L'acte élémentaire de courir recèle un aspect SURVIE qui nous ramène à la case départ, celle-là même où l'homme de Cro-Magnon, dit «au gros moignon», avait tout intérêt à posséder ou à acquérir au plus sacrant une foulée sinon belle, du moins efficace. Le surviveur devait être doué à la fois pour le sprint et pour le fond… Une sorte de Ben Bikila, croisement réussi de Ben Johnson et d'Abebe Bikila, non stéroïdé ni «stanozololé», celui-là…

La course est instrument de motivation, de défoulement, de plaisir, de masochisme (car il n'y a rien de plus humain que de courir), de rencontre avec soi-même, tout nu, avec ses problèmes, ses peines, ses joies, ses peurs, ses limites, ses folies, ses illusions, ses trous de mémoire, ses phantasmes même…

Tandis que le «joggeur» s'exécute essentiellement pour la galerie, le coureur, lui, court pour courir, point à la ligne : le reste vient tout seul, à s'en bousculer dans votre corps en mouvement et dans votre tête en ébullition.

Avant que de «pointfinaler», je tiens à vous signaler en aparté que, contrairement à ce que bien des gens (coureurs y compris) croient, il n'y a pas de vitesse magique à atteindre qui permette au vulgaire «joggeur» d'accéder au pinacle, c'est-à-dire à une sacro-sainte confrérie des vrais coureurs (le kilomètre avalé en moins de quatre minutes, par exemple).
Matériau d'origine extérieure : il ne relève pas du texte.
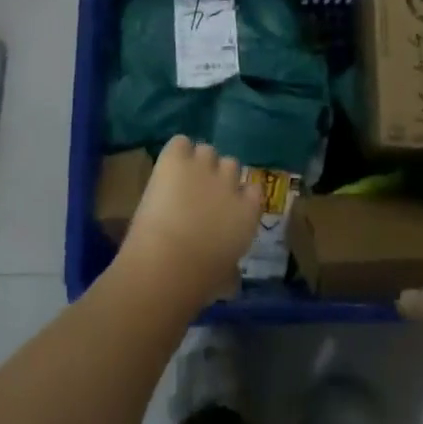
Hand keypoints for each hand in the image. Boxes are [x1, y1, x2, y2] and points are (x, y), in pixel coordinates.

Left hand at [117, 136, 264, 309]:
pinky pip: (180, 142)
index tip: (225, 206)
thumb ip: (231, 267)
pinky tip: (168, 167)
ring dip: (196, 163)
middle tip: (199, 194)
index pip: (254, 189)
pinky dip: (175, 152)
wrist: (168, 263)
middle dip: (217, 176)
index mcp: (249, 212)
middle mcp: (232, 182)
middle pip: (231, 165)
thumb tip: (230, 277)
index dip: (239, 194)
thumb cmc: (200, 281)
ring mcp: (204, 166)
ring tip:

Faut savoir qu'il y a des «joggeurs» rapides et des coureurs lents. Tout est d'affaire d'autoperception, d'introspection et de motivation, surtout pas de vitesse de déplacement. Or, dans mon esprit, vous êtes un coureur, un vrai, et un pur6 à part ça, ne vous en déplaise! Y'a des symptômes qui ne trompent pas. Pour paraphraser une annonce de truck (Nissan) made in France7, je dirai en terminant que le «jogging», c'est un look, alors que la course à pied, c'est un feeling… qui ne laisse pas de vous envahir au détour de l'effort.

Les mots ont un caractère sacré qu'il faut savoir respecter : un matou restera toujours un chat, mais jamais le «jogging» ne sera assimilable à la course à pied. C'est comme comparer chien et loup; dans ce dernier cas, les apparences sont fort trompeuses, et toute confusion risquerait d'être plutôt fâcheuse pour l'«errant»… C.Q.F.D. (Comme Quoi Foglia Déparle?).

Vous sachant l'esprit un brin tordu (c'est une sorte de compliment… comprenne qui peut), je crois que la mise au point ci-après s'impose. Voilà : pour que vous ne soyez pas tenté de m'intégrer à la catégorie des coureurs frustrés parce que désespérément «tortuesques», je précise tout de suite que j'ai un personal best de 2 h 54 et des «grenailles» au marathon, et de 36 min 55 s au 10 km (cette dernière performance – qui fut aussi une de mes dernières courses – réalisée à 40 ans, avec ou malgré un «pondéral» de 84 kg réparti sur 1 m 80). J'aurai bientôt dans le corps 49 hivers (en 1997), tous subis au nord du 45e parallèle; à cause d'une très héréditaire rétinite pigmentaire, «chirie» maudite qui a pour intéressante particularité de transformer tous les paysages en bouts de tunnels, et aussi parce que j'estime n'avoir plus rien à me prouver sur le plan strictement athlétique, je ne «compétitionne» plus contre moi-même dans des courses «organisées»; c'est vrai, j'ai un peu ralenti, mais de ça on ne se rend pas compte quand le fameux feeling est là...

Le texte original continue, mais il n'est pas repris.